VAT on Services Outside UK: Learn the VAT Rules for Services That Take Place Outside the UK.
Is your UK company registered for value added tax (VAT)? Make sure you understand all the details of the different VAT rates that apply to your business transactions when it comes to the sales of supplies or services.
The regulations are different depending on what you’re selling, who you’re selling to, and whether the business is in the United Kingdom (UK), European Union (EU), or a country outside the EU. A lot can change depending on the circumstances and the services you use can too (UK or EU VAT services).
Here’s What We’ll Cover:
When Does My UK Business Have to Become VAT Registered?
The UK VAT is a tax that is collected by VAT-registered businesses and paid to Her Majesty’s Revenue and Customs (HMRC). When your business exceeds an annual turnover of £85,000, you must register for VAT. All UK and EU services, assets, and taxable income are included in this turnover total. Businesses usually pass on this tax to their business customer.
Sometimes business owners choose to become VAT registered when their turnover is less than £85,000 because then they can reclaim the UK VAT they pay on business purchases. You can’t do this if your business services or goods are all VAT exempt.
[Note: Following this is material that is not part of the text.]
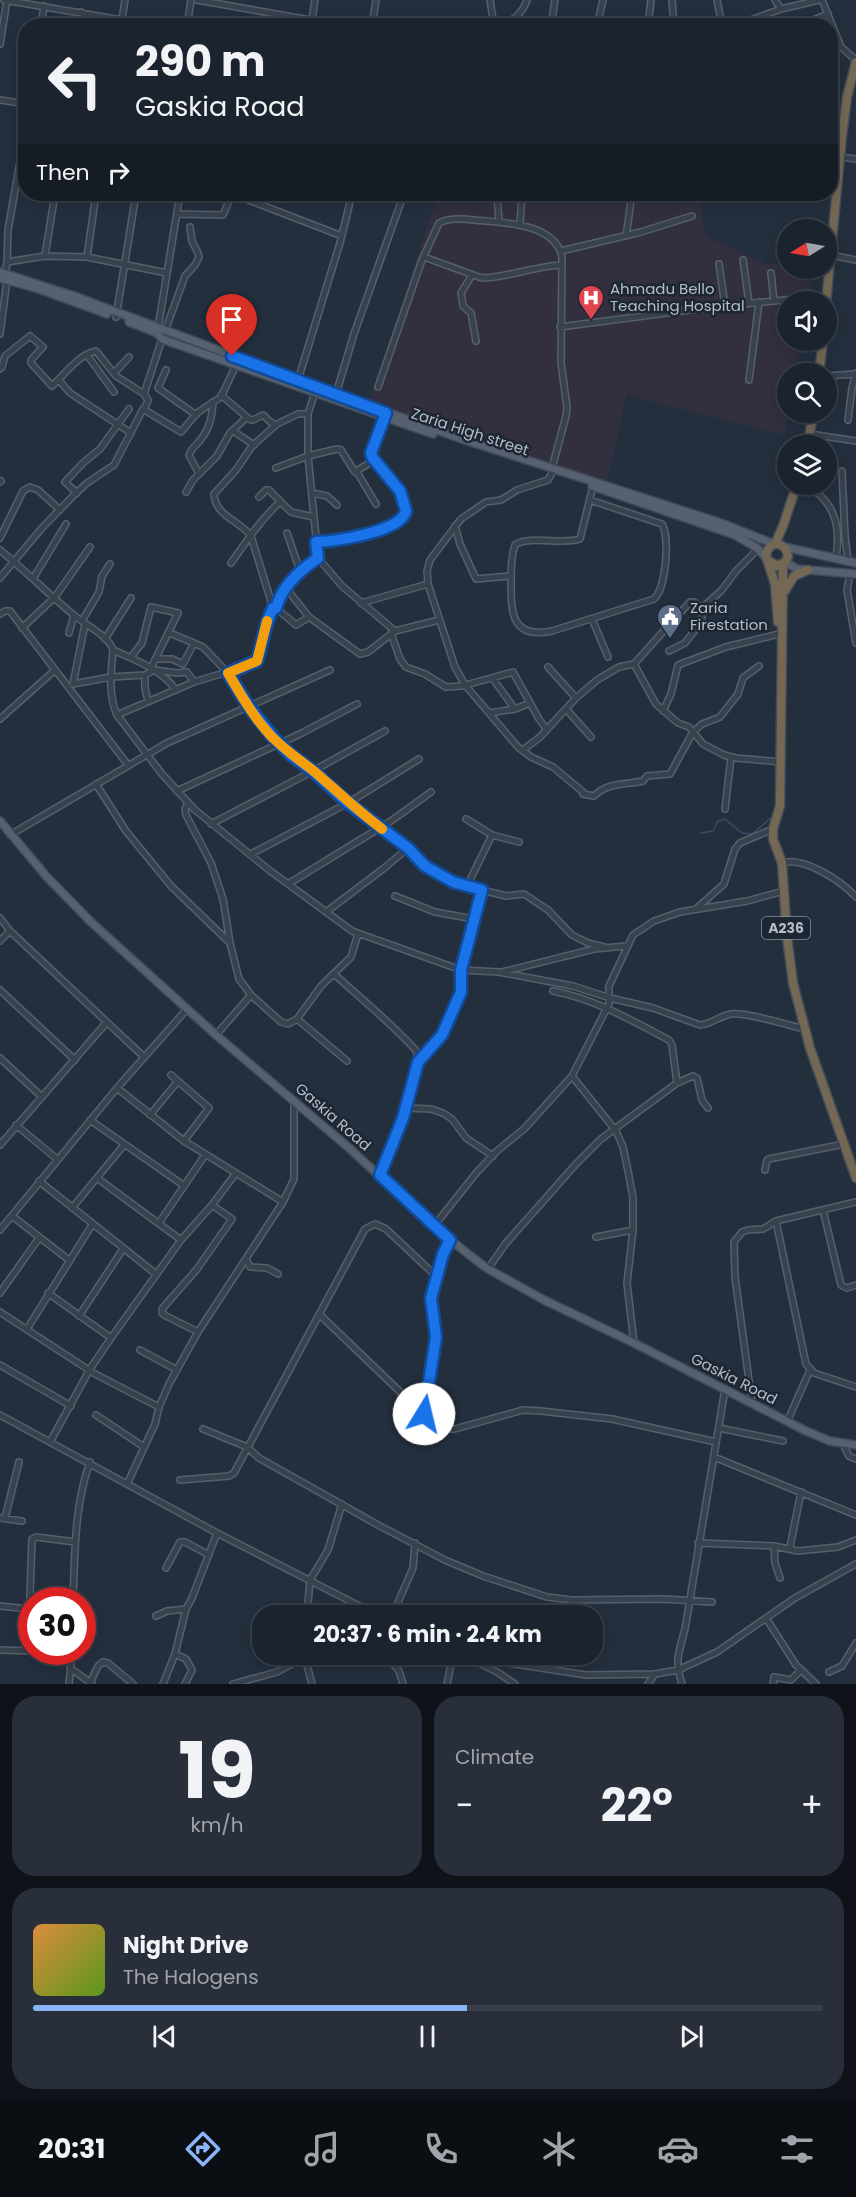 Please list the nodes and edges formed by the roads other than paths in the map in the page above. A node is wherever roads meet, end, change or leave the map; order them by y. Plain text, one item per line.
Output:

Is There VAT on Business Services in the UK?
While there is VAT outside the UK, let’s start in the UK, then we’ll move onto the EU and the rest of the world. There are three rates of VAT in the UK for business:
- Standard rate of 20%: This rate applies to most business goods and services unless they fall into the other categories
- Reduced rate of 5%: For example, residential energy bills, and children’s car seats
- Zero rate of 0%: For example, children’s clothes, books, and most food
All items in these categories must be included in your UK VAT return—yes, even if they’re zero-rated.
Here’s an alphabetical list containing details of all ‘VAT notices’ for every possible business and industry type within the UK, so you can check out which VAT category your products or services fall into … and charge VAT to your customers appropriately.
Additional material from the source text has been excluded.